Hoje, o consumidor procura muito mais do que um endereço. Busca qualidade de vida, segurança, praticidade e um patrimônio capaz de preservar seu valor e manter seu potencial de valorização ao longo do tempo. Não por acaso, o segmento de alto padrão continua entre os mais aquecidos do país. O Índice de Demanda Imobiliária (IDI Brasil), elaborado pelo Ecossistema Sienge, CV CRM, Grupo Prospecta e pela Câmara Brasileira da Indústria da Construção (CBIC), coloca o Centro-Oeste entre as regiões com maior procura por imóveis desse perfil.
Os números de Mato Grosso confirmam essa tendência. Em 2025, o mercado imobiliário movimentou aproximadamente R$ 5,7 bilhões, com cerca de 13,6 mil imóveis comercializados em Cuiabá. O resultado representa crescimento de quase 18% no faturamento e de 25% nas vendas em relação ao ano anterior. Os indicadores reforçam a confiança no setor e mostram que o Estado segue atraindo investimentos.
Esse movimento também chegou ao interior. Municípios como Lucas do Rio Verde e Sorriso deixaram de ser apenas referências do agronegócio para se consolidarem como cidades que oferecem infraestrutura, serviços e oportunidades compatíveis com um novo padrão de desenvolvimento. Naturalmente, o mercado imobiliário acompanha essa transformação.
Na Romancini Empreendimentos, sempre entendemos que construir significa participar do crescimento das cidades. Foi esse pensamento que norteou a entrega do Amália Residencial, do Diecemina Residencial e do Edifício Dom Pedro, em Lucas do Rio Verde, totalizando 188 unidades entregues e integralmente comercializadas. Agora, damos mais um passo com o Maya Residencial, em Sorriso, empreendimento com mais de 18 mil metros quadrados de área total, concebido para reunir conforto, lazer, segurança e valorização patrimonial.
Mais do que ampliar nosso portfólio, a entrega do Maya simboliza uma transformação no próprio mercado imobiliário do interior de Mato Grosso. Cidades em pleno desenvolvimento já demandam projetos comparáveis aos encontrados nos grandes centros, reflexo de um consumidor mais exigente, informado e atento à qualidade dos empreendimentos.
Tenho convicção de que o verdadeiro alto padrão não está apenas na arquitetura, nos acabamentos ou nas áreas de lazer. Está na capacidade de transformar o espaço urbano, impulsionar o desenvolvimento, valorizar bairros e oferecer às famílias um lugar onde possam construir suas histórias.

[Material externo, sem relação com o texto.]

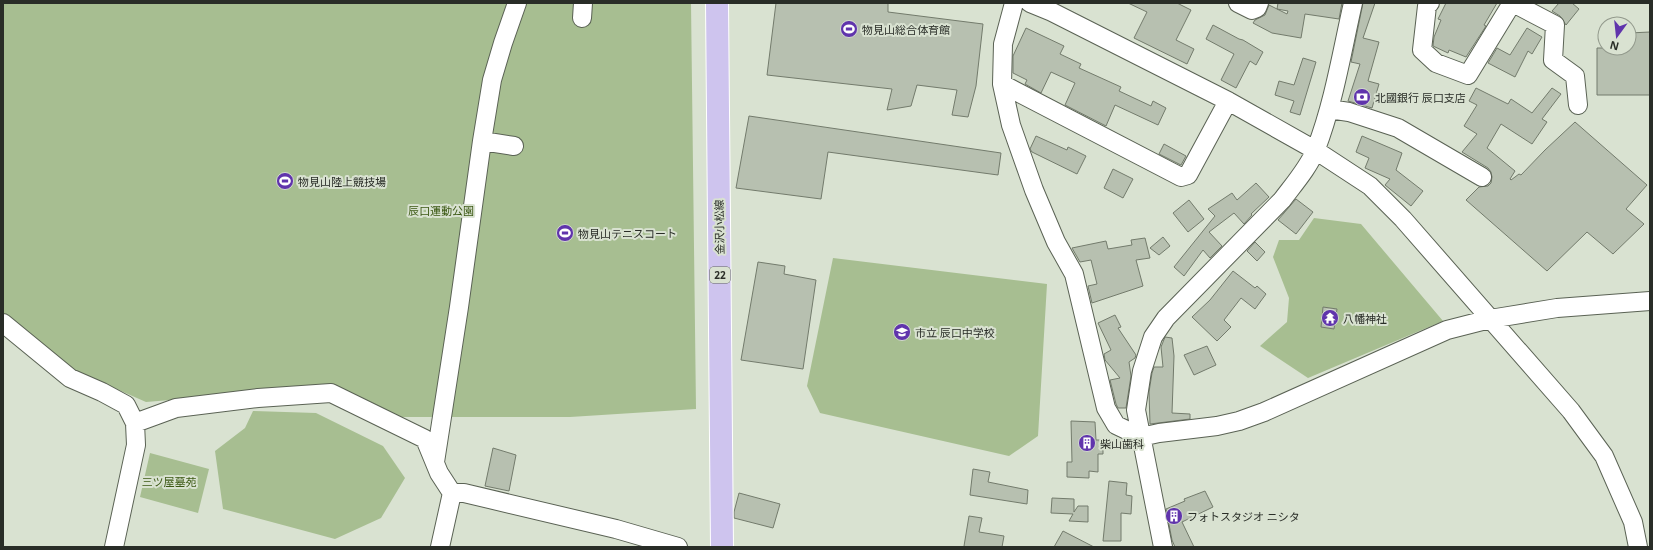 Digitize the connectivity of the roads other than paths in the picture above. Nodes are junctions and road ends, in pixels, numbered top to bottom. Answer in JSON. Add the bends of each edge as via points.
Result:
{"nodes":[{"id":1,"x":517,"y":3,"type":"edge"},
{"id":2,"x":717,"y":3,"type":"edge"},
{"id":3,"x":1014,"y":3,"type":"edge"},
{"id":4,"x":1030,"y":3,"type":"edge"},
{"id":5,"x":1238,"y":3,"type":"edge"},
{"id":6,"x":1259,"y":3,"type":"edge"},
{"id":7,"x":1353,"y":3,"type":"edge"},
{"id":8,"x":1430,"y":3,"type":"edge"},
{"id":9,"x":1512,"y":3,"type":"edge"},
{"id":10,"x":1002,"y":84,"type":"junction"},
{"id":11,"x":1228,"y":101,"type":"junction"},
{"id":12,"x":1578,"y":105,"type":"dead end"},
{"id":13,"x":1329,"y":109,"type":"junction"},
{"id":14,"x":482,"y":141,"type":"junction"},
{"id":15,"x":514,"y":146,"type":"dead end"},
{"id":16,"x":1316,"y":150,"type":"junction"},
{"id":17,"x":1482,"y":177,"type":"dead end"},
{"id":18,"x":1650,"y":302,"type":"edge"},
{"id":19,"x":1490,"y":319,"type":"junction"},
{"id":20,"x":3,"y":323,"type":"edge"},
{"id":21,"x":135,"y":424,"type":"junction"},
{"id":22,"x":1141,"y":437,"type":"junction"},
{"id":23,"x":435,"y":462,"type":"junction"},
{"id":24,"x":452,"y":493,"type":"junction"},
{"id":25,"x":114,"y":547,"type":"edge"},
{"id":26,"x":440,"y":547,"type":"edge"},
{"id":27,"x":678,"y":547,"type":"edge"},
{"id":28,"x":722,"y":547,"type":"edge"},
{"id":29,"x":1163,"y":547,"type":"edge"},
{"id":30,"x":1638,"y":547,"type":"edge"}],
"edges":[{"from":1,"to":14,"type":"street","via":[[492,80]]},
{"from":2,"to":28,"type":"main road","name":"金沢小松線","number":"22"},
{"from":3,"to":10,"type":"street","via":[[1003,44]]},
{"from":4,"to":11,"type":"street"},
{"from":5,"to":6,"type":"street","via":[[1252,10],[1257,8]]},
{"from":7,"to":13,"type":"street"},
{"from":8,"to":9,"type":"street","via":[[1427,6],[1422,50],[1436,63],[1468,75]]},
{"from":9,"to":12,"type":"street","via":[[1555,25],[1554,60],[1575,76]]},
{"from":10,"to":11,"type":"street","via":[[1181,177],[1188,175]]},
{"from":10,"to":22,"type":"street","via":[[1011,125],[1034,190],[1056,242],[1074,274],[1106,408],[1116,425]]},
{"from":11,"to":16,"type":"street"},
{"from":13,"to":16,"type":"street"},
{"from":13,"to":17,"type":"street","via":[[1349,112],[1398,128]]},
{"from":14,"to":15,"type":"street"},
{"from":14,"to":23,"type":"street"},
{"from":16,"to":19,"type":"street","via":[[1370,186],[1404,219]]},
{"from":16,"to":22,"type":"street","via":[[1282,200],[1166,318],[1153,337],[1142,371],[1136,410]]},
{"from":18,"to":19,"type":"street","via":[[1557,308]]},
{"from":19,"to":22,"type":"street","via":[[1447,330],[1239,421]]},
{"from":19,"to":30,"type":"street","via":[[1571,410],[1604,456],[1633,522]]},
{"from":20,"to":21,"type":"street","via":[[70,378],[126,405]]},
{"from":21,"to":23,"type":"street","via":[[176,408],[258,398],[331,393],[425,439]]},
{"from":21,"to":25,"type":"street","via":[[136,445]]},
{"from":22,"to":29,"type":"street"},
{"from":23,"to":24,"type":"street"},
{"from":24,"to":26,"type":"street"},
{"from":24,"to":27,"type":"street","via":[[464,493],[616,529]]}]}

Mato Grosso continuará crescendo, e o mercado imobiliário seguirá acompanhando essa evolução. O desafio das incorporadoras será entregar empreendimentos que não apenas atendam às expectativas do presente, mas que permaneçam relevantes nas próximas décadas. É esse compromisso que deve orientar quem acredita que construir também é uma forma de contribuir para o futuro das cidades.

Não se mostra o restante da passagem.